(About this exercise) Copy every record exactly as it stands. Leave the pictures out.

(Material shown)

--- START ---

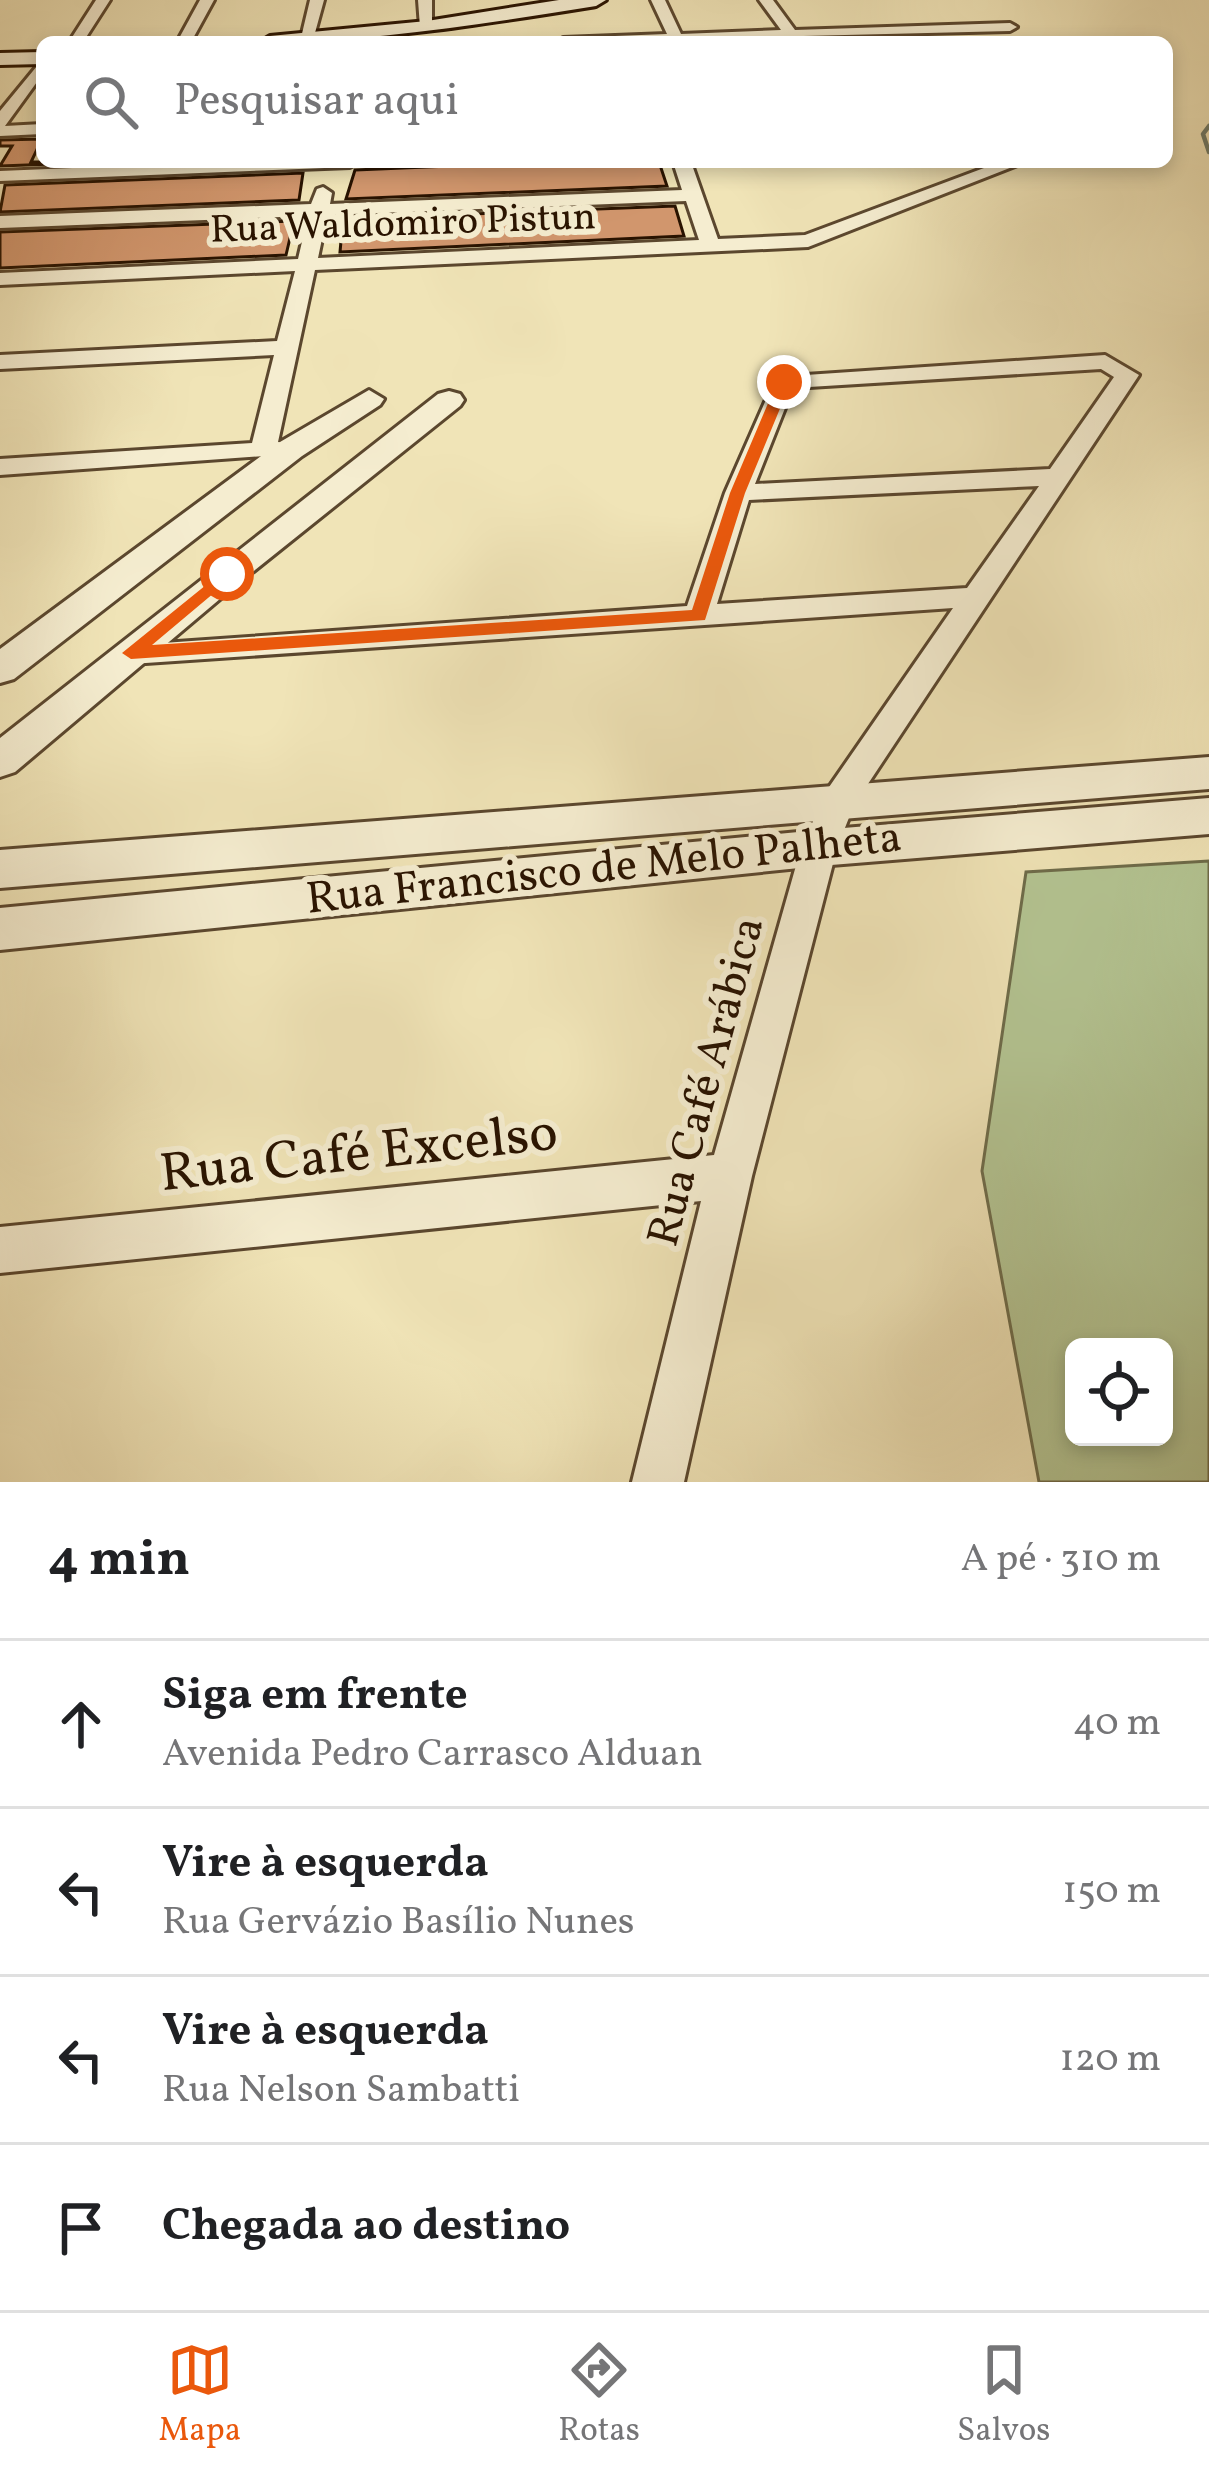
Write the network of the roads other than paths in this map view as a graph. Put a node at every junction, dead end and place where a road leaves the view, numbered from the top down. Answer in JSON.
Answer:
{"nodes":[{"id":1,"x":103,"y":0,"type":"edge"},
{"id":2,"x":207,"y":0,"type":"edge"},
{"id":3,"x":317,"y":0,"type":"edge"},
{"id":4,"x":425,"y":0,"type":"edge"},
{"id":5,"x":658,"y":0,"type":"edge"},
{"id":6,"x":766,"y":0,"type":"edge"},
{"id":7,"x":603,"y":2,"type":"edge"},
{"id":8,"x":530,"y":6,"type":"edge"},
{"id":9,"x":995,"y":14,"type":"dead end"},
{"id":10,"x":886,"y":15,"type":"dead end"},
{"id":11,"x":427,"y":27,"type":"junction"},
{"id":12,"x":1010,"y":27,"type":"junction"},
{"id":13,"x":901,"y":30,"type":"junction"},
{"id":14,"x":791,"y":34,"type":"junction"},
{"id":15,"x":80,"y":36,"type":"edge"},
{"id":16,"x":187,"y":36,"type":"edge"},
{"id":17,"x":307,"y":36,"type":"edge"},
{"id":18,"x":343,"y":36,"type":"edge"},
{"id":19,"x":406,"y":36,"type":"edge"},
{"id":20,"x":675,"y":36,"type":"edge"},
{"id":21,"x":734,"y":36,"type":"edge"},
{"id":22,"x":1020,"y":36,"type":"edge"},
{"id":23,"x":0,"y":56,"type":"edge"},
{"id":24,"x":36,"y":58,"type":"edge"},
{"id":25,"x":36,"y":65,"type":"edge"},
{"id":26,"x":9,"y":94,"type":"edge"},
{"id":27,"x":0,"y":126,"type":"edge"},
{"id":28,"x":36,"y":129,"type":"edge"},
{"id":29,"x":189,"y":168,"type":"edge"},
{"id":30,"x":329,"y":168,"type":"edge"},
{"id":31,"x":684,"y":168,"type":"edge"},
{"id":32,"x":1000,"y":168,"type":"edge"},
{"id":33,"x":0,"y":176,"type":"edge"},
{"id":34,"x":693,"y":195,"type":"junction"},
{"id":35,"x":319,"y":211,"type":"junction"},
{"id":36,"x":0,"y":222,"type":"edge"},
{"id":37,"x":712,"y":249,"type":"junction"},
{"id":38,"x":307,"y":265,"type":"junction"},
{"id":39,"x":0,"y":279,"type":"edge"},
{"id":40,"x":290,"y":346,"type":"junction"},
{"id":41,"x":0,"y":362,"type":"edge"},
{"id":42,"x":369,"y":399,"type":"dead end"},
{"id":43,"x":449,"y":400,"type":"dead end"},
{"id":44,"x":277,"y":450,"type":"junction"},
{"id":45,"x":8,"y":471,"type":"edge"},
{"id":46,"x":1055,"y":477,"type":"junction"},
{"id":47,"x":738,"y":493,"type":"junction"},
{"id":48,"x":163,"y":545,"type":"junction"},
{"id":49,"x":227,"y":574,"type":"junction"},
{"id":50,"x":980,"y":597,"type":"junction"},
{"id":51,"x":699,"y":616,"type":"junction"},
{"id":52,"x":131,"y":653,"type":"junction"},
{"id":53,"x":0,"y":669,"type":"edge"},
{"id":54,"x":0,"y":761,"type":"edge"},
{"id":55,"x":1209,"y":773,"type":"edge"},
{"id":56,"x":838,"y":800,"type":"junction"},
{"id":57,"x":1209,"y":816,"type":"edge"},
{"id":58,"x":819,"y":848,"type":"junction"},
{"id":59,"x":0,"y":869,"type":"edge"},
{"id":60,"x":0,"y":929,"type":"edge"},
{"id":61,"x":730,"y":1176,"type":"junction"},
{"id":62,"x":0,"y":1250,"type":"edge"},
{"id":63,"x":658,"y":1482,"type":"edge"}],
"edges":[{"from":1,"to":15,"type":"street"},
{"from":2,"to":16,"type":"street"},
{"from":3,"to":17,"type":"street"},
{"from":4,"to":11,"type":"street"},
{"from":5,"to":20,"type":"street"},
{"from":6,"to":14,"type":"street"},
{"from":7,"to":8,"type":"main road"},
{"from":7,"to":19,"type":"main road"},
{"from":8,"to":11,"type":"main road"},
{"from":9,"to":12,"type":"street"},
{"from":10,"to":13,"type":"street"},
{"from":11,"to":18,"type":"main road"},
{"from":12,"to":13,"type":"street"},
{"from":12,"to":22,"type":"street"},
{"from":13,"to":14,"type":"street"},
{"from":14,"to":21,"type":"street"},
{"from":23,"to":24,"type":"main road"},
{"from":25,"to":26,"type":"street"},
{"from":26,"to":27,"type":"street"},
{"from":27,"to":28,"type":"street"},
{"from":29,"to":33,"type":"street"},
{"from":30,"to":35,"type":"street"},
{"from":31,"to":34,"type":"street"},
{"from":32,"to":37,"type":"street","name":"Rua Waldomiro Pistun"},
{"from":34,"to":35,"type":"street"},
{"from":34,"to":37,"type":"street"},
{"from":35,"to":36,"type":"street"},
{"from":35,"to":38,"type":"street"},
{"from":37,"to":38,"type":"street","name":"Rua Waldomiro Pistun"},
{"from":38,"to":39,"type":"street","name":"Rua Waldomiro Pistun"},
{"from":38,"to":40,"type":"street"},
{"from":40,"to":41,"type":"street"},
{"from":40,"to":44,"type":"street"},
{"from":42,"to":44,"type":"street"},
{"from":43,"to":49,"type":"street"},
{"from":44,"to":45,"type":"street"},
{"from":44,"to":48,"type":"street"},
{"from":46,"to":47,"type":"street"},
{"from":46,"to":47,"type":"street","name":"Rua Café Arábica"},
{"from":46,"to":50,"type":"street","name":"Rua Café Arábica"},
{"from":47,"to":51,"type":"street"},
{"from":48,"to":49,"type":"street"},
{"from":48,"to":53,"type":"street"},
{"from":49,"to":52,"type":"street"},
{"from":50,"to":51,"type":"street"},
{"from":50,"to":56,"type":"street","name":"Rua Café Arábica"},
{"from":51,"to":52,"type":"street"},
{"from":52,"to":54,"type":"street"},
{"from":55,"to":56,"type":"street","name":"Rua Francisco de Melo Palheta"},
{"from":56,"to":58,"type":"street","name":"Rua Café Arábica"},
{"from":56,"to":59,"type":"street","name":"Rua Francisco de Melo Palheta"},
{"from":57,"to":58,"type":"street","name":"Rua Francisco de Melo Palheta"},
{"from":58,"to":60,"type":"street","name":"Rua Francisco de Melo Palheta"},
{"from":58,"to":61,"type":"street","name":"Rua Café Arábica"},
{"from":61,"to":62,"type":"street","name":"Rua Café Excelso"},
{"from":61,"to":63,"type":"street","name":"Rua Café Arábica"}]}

--- END ---

(Written answer)
Write the network of the roads other than paths in this map view as a graph. Put a node at every junction, dead end and place where a road leaves the view, numbered from the top down. Answer in JSON.
Answer:
{"nodes":[{"id":1,"x":103,"y":0,"type":"edge"},
{"id":2,"x":207,"y":0,"type":"edge"},
{"id":3,"x":317,"y":0,"type":"edge"},
{"id":4,"x":425,"y":0,"type":"edge"},
{"id":5,"x":658,"y":0,"type":"edge"},
{"id":6,"x":766,"y":0,"type":"edge"},
{"id":7,"x":603,"y":2,"type":"edge"},
{"id":8,"x":530,"y":6,"type":"edge"},
{"id":9,"x":995,"y":14,"type":"dead end"},
{"id":10,"x":886,"y":15,"type":"dead end"},
{"id":11,"x":427,"y":27,"type":"junction"},
{"id":12,"x":1010,"y":27,"type":"junction"},
{"id":13,"x":901,"y":30,"type":"junction"},
{"id":14,"x":791,"y":34,"type":"junction"},
{"id":15,"x":80,"y":36,"type":"edge"},
{"id":16,"x":187,"y":36,"type":"edge"},
{"id":17,"x":307,"y":36,"type":"edge"},
{"id":18,"x":343,"y":36,"type":"edge"},
{"id":19,"x":406,"y":36,"type":"edge"},
{"id":20,"x":675,"y":36,"type":"edge"},
{"id":21,"x":734,"y":36,"type":"edge"},
{"id":22,"x":1020,"y":36,"type":"edge"},
{"id":23,"x":0,"y":56,"type":"edge"},
{"id":24,"x":36,"y":58,"type":"edge"},
{"id":25,"x":36,"y":65,"type":"edge"},
{"id":26,"x":9,"y":94,"type":"edge"},
{"id":27,"x":0,"y":126,"type":"edge"},
{"id":28,"x":36,"y":129,"type":"edge"},
{"id":29,"x":189,"y":168,"type":"edge"},
{"id":30,"x":329,"y":168,"type":"edge"},
{"id":31,"x":684,"y":168,"type":"edge"},
{"id":32,"x":1000,"y":168,"type":"edge"},
{"id":33,"x":0,"y":176,"type":"edge"},
{"id":34,"x":693,"y":195,"type":"junction"},
{"id":35,"x":319,"y":211,"type":"junction"},
{"id":36,"x":0,"y":222,"type":"edge"},
{"id":37,"x":712,"y":249,"type":"junction"},
{"id":38,"x":307,"y":265,"type":"junction"},
{"id":39,"x":0,"y":279,"type":"edge"},
{"id":40,"x":290,"y":346,"type":"junction"},
{"id":41,"x":0,"y":362,"type":"edge"},
{"id":42,"x":369,"y":399,"type":"dead end"},
{"id":43,"x":449,"y":400,"type":"dead end"},
{"id":44,"x":277,"y":450,"type":"junction"},
{"id":45,"x":8,"y":471,"type":"edge"},
{"id":46,"x":1055,"y":477,"type":"junction"},
{"id":47,"x":738,"y":493,"type":"junction"},
{"id":48,"x":163,"y":545,"type":"junction"},
{"id":49,"x":227,"y":574,"type":"junction"},
{"id":50,"x":980,"y":597,"type":"junction"},
{"id":51,"x":699,"y":616,"type":"junction"},
{"id":52,"x":131,"y":653,"type":"junction"},
{"id":53,"x":0,"y":669,"type":"edge"},
{"id":54,"x":0,"y":761,"type":"edge"},
{"id":55,"x":1209,"y":773,"type":"edge"},
{"id":56,"x":838,"y":800,"type":"junction"},
{"id":57,"x":1209,"y":816,"type":"edge"},
{"id":58,"x":819,"y":848,"type":"junction"},
{"id":59,"x":0,"y":869,"type":"edge"},
{"id":60,"x":0,"y":929,"type":"edge"},
{"id":61,"x":730,"y":1176,"type":"junction"},
{"id":62,"x":0,"y":1250,"type":"edge"},
{"id":63,"x":658,"y":1482,"type":"edge"}],
"edges":[{"from":1,"to":15,"type":"street"},
{"from":2,"to":16,"type":"street"},
{"from":3,"to":17,"type":"street"},
{"from":4,"to":11,"type":"street"},
{"from":5,"to":20,"type":"street"},
{"from":6,"to":14,"type":"street"},
{"from":7,"to":8,"type":"main road"},
{"from":7,"to":19,"type":"main road"},
{"from":8,"to":11,"type":"main road"},
{"from":9,"to":12,"type":"street"},
{"from":10,"to":13,"type":"street"},
{"from":11,"to":18,"type":"main road"},
{"from":12,"to":13,"type":"street"},
{"from":12,"to":22,"type":"street"},
{"from":13,"to":14,"type":"street"},
{"from":14,"to":21,"type":"street"},
{"from":23,"to":24,"type":"main road"},
{"from":25,"to":26,"type":"street"},
{"from":26,"to":27,"type":"street"},
{"from":27,"to":28,"type":"street"},
{"from":29,"to":33,"type":"street"},
{"from":30,"to":35,"type":"street"},
{"from":31,"to":34,"type":"street"},
{"from":32,"to":37,"type":"street","name":"Rua Waldomiro Pistun"},
{"from":34,"to":35,"type":"street"},
{"from":34,"to":37,"type":"street"},
{"from":35,"to":36,"type":"street"},
{"from":35,"to":38,"type":"street"},
{"from":37,"to":38,"type":"street","name":"Rua Waldomiro Pistun"},
{"from":38,"to":39,"type":"street","name":"Rua Waldomiro Pistun"},
{"from":38,"to":40,"type":"street"},
{"from":40,"to":41,"type":"street"},
{"from":40,"to":44,"type":"street"},
{"from":42,"to":44,"type":"street"},
{"from":43,"to":49,"type":"street"},
{"from":44,"to":45,"type":"street"},
{"from":44,"to":48,"type":"street"},
{"from":46,"to":47,"type":"street"},
{"from":46,"to":47,"type":"street","name":"Rua Café Arábica"},
{"from":46,"to":50,"type":"street","name":"Rua Café Arábica"},
{"from":47,"to":51,"type":"street"},
{"from":48,"to":49,"type":"street"},
{"from":48,"to":53,"type":"street"},
{"from":49,"to":52,"type":"street"},
{"from":50,"to":51,"type":"street"},
{"from":50,"to":56,"type":"street","name":"Rua Café Arábica"},
{"from":51,"to":52,"type":"street"},
{"from":52,"to":54,"type":"street"},
{"from":55,"to":56,"type":"street","name":"Rua Francisco de Melo Palheta"},
{"from":56,"to":58,"type":"street","name":"Rua Café Arábica"},
{"from":56,"to":59,"type":"street","name":"Rua Francisco de Melo Palheta"},
{"from":57,"to":58,"type":"street","name":"Rua Francisco de Melo Palheta"},
{"from":58,"to":60,"type":"street","name":"Rua Francisco de Melo Palheta"},
{"from":58,"to":61,"type":"street","name":"Rua Café Arábica"},
{"from":61,"to":62,"type":"street","name":"Rua Café Excelso"},
{"from":61,"to":63,"type":"street","name":"Rua Café Arábica"}]}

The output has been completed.